Comment faites-vous pour concilier écriture et vie de famille avec cinq garçons à la maison ?
Je me suis adaptée au rythme des enfants et selon leur âge, j’ai appris à travailler de façon morcelée et interrompue ! Maintenant qu'ils ont grandi, je me suis instaurée un planning, un temps protégé pour écrire, de 9h à 16h30. En m'imposant ces horaires, non seulement cela ne bride pas mon imagination, mais au contraire cela la libère d’avoir un cadre fixe et quotidien. Ces longs temps de silence que permet l’écriture me vont bien pour développer ma créativité, c’est même jubilatoire. 

D’où vient-elle cette imagination ? 
J’ai toujours plein d’idées, qui viennent souvent la nuit, ça ne s’arrête jamais, et les paysages de la Bretagne m’inspirent aussi. J’en parle beaucoup à mon mari, qui est un vrai soutien et qui aime lui aussi écrire, et je les teste à table avec mes garçons. Il n’est pas rare qu’ils m’apportent à leur tour des idées, des bons mots, des situations… Nos dîners sont souvent animés ! Et que les autres mamans qui se trompent parfois de prénoms entre enfants se rassurent, moi ça m’arrive même de mélanger leur prénom avec celui de mes personnages ! 

Que vous apporte l’écriture ? 
Pour moi, il y a un lien puissant et naturel entre la maternité, l’éducation et l’écriture. Toute femme porte en elle ce désir de transmission, de faire grandir, notamment ses enfants si elle en a. C’est là que je rejoins la philosophie de la grande Édith Stein qui est une immense source d'inspiration pour moi.  Depuis plusieurs années, avec quatre amies, nous nous réunissons régulièrement pour étudier et approfondir un chapitre de son livre La Femme, une source si dense et si profonde sur la vocation de la femme. Sa pensée très élaborée est tellement moderne et forte qu'elle mérite d’être mieux connue. À mon petit niveau de compréhension, je constate qu’avoir fait des choix me permettant de ne pas séparer ma vie de femme, de mère, d’auteur et de chrétienne en trouvant une unité entre toutes ces dimensions, est une source d’épanouissement et de complétude. Ce qu’Édith Stein démontre de façon plus brillante et développe en parlant de “l’âme féminine”. Décidément c’est elle qu’il faut lire ! 

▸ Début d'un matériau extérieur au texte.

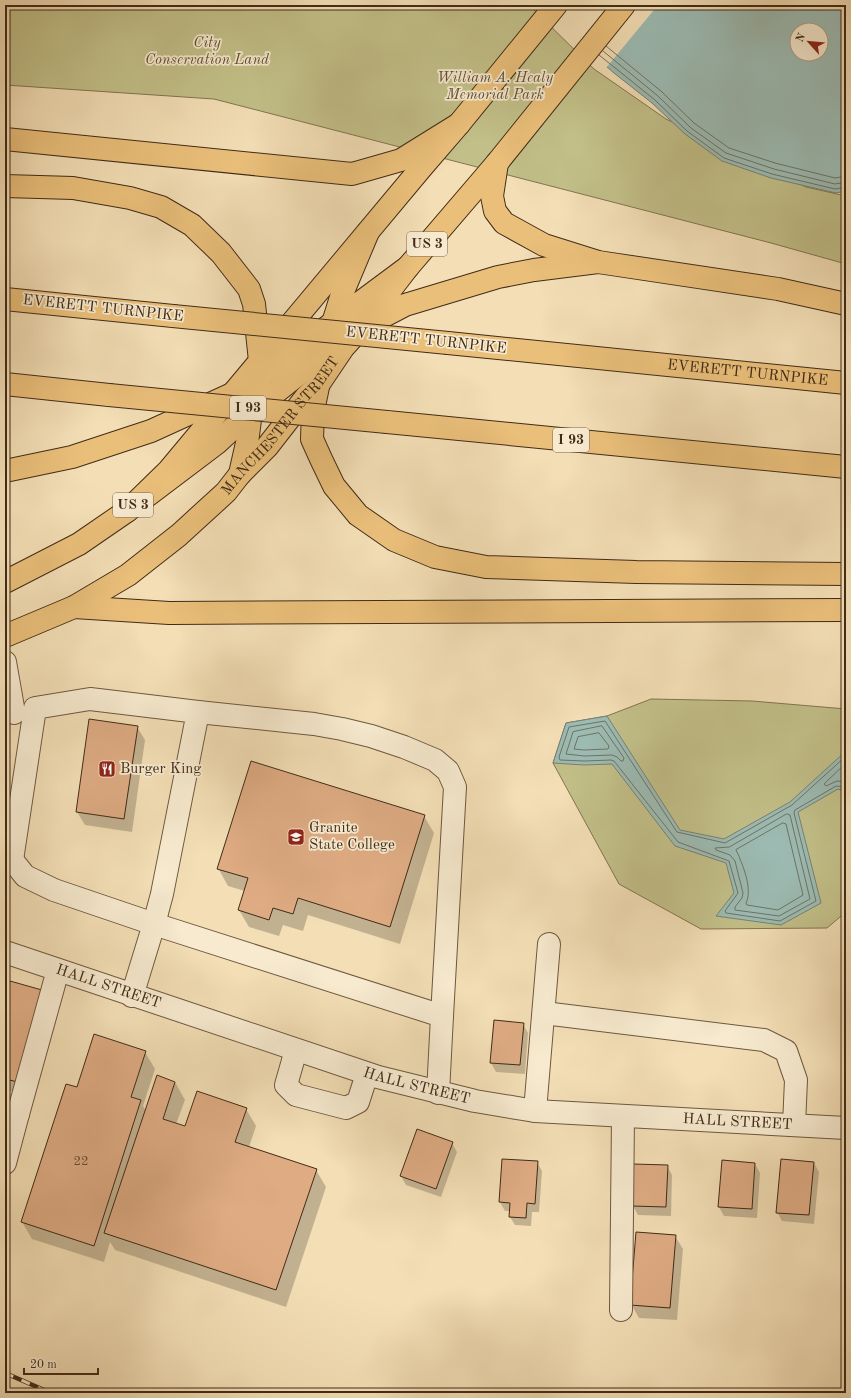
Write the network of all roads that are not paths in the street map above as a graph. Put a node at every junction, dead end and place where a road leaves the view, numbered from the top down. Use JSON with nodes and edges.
{"nodes":[{"id":1,"x":556,"y":5,"type":"edge"},
{"id":2,"x":624,"y":5,"type":"edge"},
{"id":3,"x":459,"y":124,"type":"junction"},
{"id":4,"x":5,"y":139,"type":"edge"},
{"id":5,"x":497,"y":163,"type":"junction"},
{"id":6,"x":5,"y":186,"type":"edge"},
{"id":7,"x":368,"y":232,"type":"junction"},
{"id":8,"x":598,"y":262,"type":"junction"},
{"id":9,"x":408,"y":267,"type":"junction"},
{"id":10,"x":5,"y":299,"type":"edge"},
{"id":11,"x":846,"y":304,"type":"edge"},
{"id":12,"x":333,"y":323,"type":"junction"},
{"id":13,"x":361,"y":328,"type":"junction"},
{"id":14,"x":324,"y":353,"type":"junction"},
{"id":15,"x":260,"y":369,"type":"junction"},
{"id":16,"x":5,"y":384,"type":"edge"},
{"id":17,"x":846,"y":384,"type":"edge"},
{"id":18,"x":318,"y":385,"type":"junction"},
{"id":19,"x":232,"y":394,"type":"junction"},
{"id":20,"x":251,"y":412,"type":"junction"},
{"id":21,"x":846,"y":467,"type":"edge"},
{"id":22,"x":5,"y":471,"type":"edge"},
{"id":23,"x":240,"y":474,"type":"junction"},
{"id":24,"x":127,"y":510,"type":"junction"},
{"id":25,"x":846,"y":574,"type":"edge"},
{"id":26,"x":5,"y":582,"type":"edge"},
{"id":27,"x":74,"y":607,"type":"junction"},
{"id":28,"x":846,"y":610,"type":"edge"},
{"id":29,"x":5,"y":636,"type":"edge"},
{"id":30,"x":5,"y":662,"type":"edge"},
{"id":31,"x":18,"y":712,"type":"edge"},
{"id":32,"x":198,"y":712,"type":"junction"},
{"id":33,"x":9,"y":856,"type":"edge"},
{"id":34,"x":154,"y":924,"type":"junction"},
{"id":35,"x":549,"y":944,"type":"dead end"},
{"id":36,"x":5,"y":952,"type":"edge"},
{"id":37,"x":58,"y":970,"type":"junction"},
{"id":38,"x":132,"y":996,"type":"junction"},
{"id":39,"x":544,"y":1013,"type":"junction"},
{"id":40,"x":442,"y":1016,"type":"junction"},
{"id":41,"x":296,"y":1050,"type":"junction"},
{"id":42,"x":367,"y":1074,"type":"junction"},
{"id":43,"x":438,"y":1093,"type":"junction"},
{"id":44,"x":535,"y":1111,"type":"junction"},
{"id":45,"x":623,"y":1116,"type":"junction"},
{"id":46,"x":12,"y":1119,"type":"edge"},
{"id":47,"x":794,"y":1125,"type":"junction"},
{"id":48,"x":846,"y":1128,"type":"edge"},
{"id":49,"x":5,"y":1163,"type":"edge"},
{"id":50,"x":621,"y":1310,"type":"dead end"}],
"edges":[{"from":1,"to":3,"type":"main road"},
{"from":2,"to":5,"type":"main road","name":"MANCHESTER STREET","number":"US 3"},
{"from":3,"to":4,"type":"main road"},
{"from":3,"to":7,"type":"main road"},
{"from":5,"to":8,"type":"main road"},
{"from":5,"to":9,"type":"main road","name":"MANCHESTER STREET","number":"US 3"},
{"from":6,"to":15,"type":"main road"},
{"from":7,"to":12,"type":"main road"},
{"from":7,"to":15,"type":"main road"},
{"from":8,"to":11,"type":"main road"},
{"from":8,"to":13,"type":"main road"},
{"from":9,"to":12,"type":"main road"},
{"from":9,"to":13,"type":"main road","name":"MANCHESTER STREET","number":"US 3"},
{"from":10,"to":17,"type":"main road","name":"EVERETT TURNPIKE","bridge":true},
{"from":12,"to":14,"type":"main road"},
{"from":12,"to":15,"type":"main road"},
{"from":13,"to":14,"type":"main road"},
{"from":13,"to":18,"type":"main road","name":"MANCHESTER STREET","number":"US 3"},
{"from":14,"to":18,"type":"main road"},
{"from":14,"to":20,"type":"main road"},
{"from":15,"to":19,"type":"main road"},
{"from":15,"to":20,"type":"main road"},
{"from":16,"to":21,"type":"main road","number":"I 93","bridge":true},
{"from":18,"to":23,"type":"main road","name":"MANCHESTER STREET","number":"US 3"},
{"from":18,"to":25,"type":"main road"},
{"from":19,"to":22,"type":"main road"},
{"from":19,"to":24,"type":"main road","number":"US 3"},
{"from":20,"to":23,"type":"main road"},
{"from":20,"to":24,"type":"main road"},
{"from":23,"to":27,"type":"main road","name":"MANCHESTER STREET","number":"US 3"},
{"from":24,"to":26,"type":"main road","number":"US 3"},
{"from":27,"to":28,"type":"main road"},
{"from":27,"to":29,"type":"main road","name":"MANCHESTER STREET","number":"US 3"},
{"from":30,"to":31,"type":"street"},
{"from":31,"to":32,"type":"street"},
{"from":31,"to":33,"type":"street"},
{"from":32,"to":34,"type":"street"},
{"from":32,"to":40,"type":"street"},
{"from":33,"to":34,"type":"street"},
{"from":34,"to":38,"type":"street"},
{"from":34,"to":40,"type":"street"},
{"from":35,"to":39,"type":"street"},
{"from":36,"to":37,"type":"street","name":"HALL STREET"},
{"from":37,"to":38,"type":"street","name":"HALL STREET"},
{"from":37,"to":46,"type":"street"},
{"from":38,"to":41,"type":"street","name":"HALL STREET"},
{"from":39,"to":44,"type":"street"},
{"from":39,"to":47,"type":"street"},
{"from":40,"to":43,"type":"street"},
{"from":41,"to":42,"type":"street","name":"HALL STREET"},
{"from":41,"to":42,"type":"street"},
{"from":42,"to":43,"type":"street","name":"HALL STREET"},
{"from":43,"to":44,"type":"street","name":"HALL STREET"},
{"from":44,"to":45,"type":"street","name":"HALL STREET"},
{"from":45,"to":47,"type":"street","name":"HALL STREET"},
{"from":45,"to":50,"type":"street"},
{"from":46,"to":49,"type":"street"},
{"from":47,"to":48,"type":"street","name":"HALL STREET"}]}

D’autres saints vous inspirent ? 
Outre Edith Stein, pour le tome d’Orfan qui traitait de l’orgueil, je me suis plongée dans les écrits de saint François de Salle sur la douceur et la tempérance, et cela m’a beaucoup touchée. J’aime aussi tout particulièrement une prière de saint François d’Assise, que j’ai d’ailleurs glissée à la fin du dernier tome d’Orfan. “Seigneur, dans le silence de ce jour naissant, Je viens te demander la paix, la sagesse, la force…”

Quels sont vos projets pour 2026 ? 
Une nouvelle saga, Les Enlumineuses, dont le premier tome vient de sortir. L'héroïne s’appelle Tara, collégienne de 12 ans, et a pour mission de sauvegarder la mémoire des grandes femmes de l’histoire, en écrivant le récit de leur vie dans un antique grimoire. Pour ce premier tome, elle va aider Jeanne d’Arc à accomplir sa mission. Ce sera ensuite au tour de Madame Élisabeth, et de nombreuses autres héroïnes qui compléteront cette nouvelle collection.

Les Enlumineuses, Il faut sauver Jeanne d’Arc, Tome 1, Gaëlle Tertrais,  Emmanuel Jeunesse, 348 p., 24 euros,  Pour les 9-13 ans.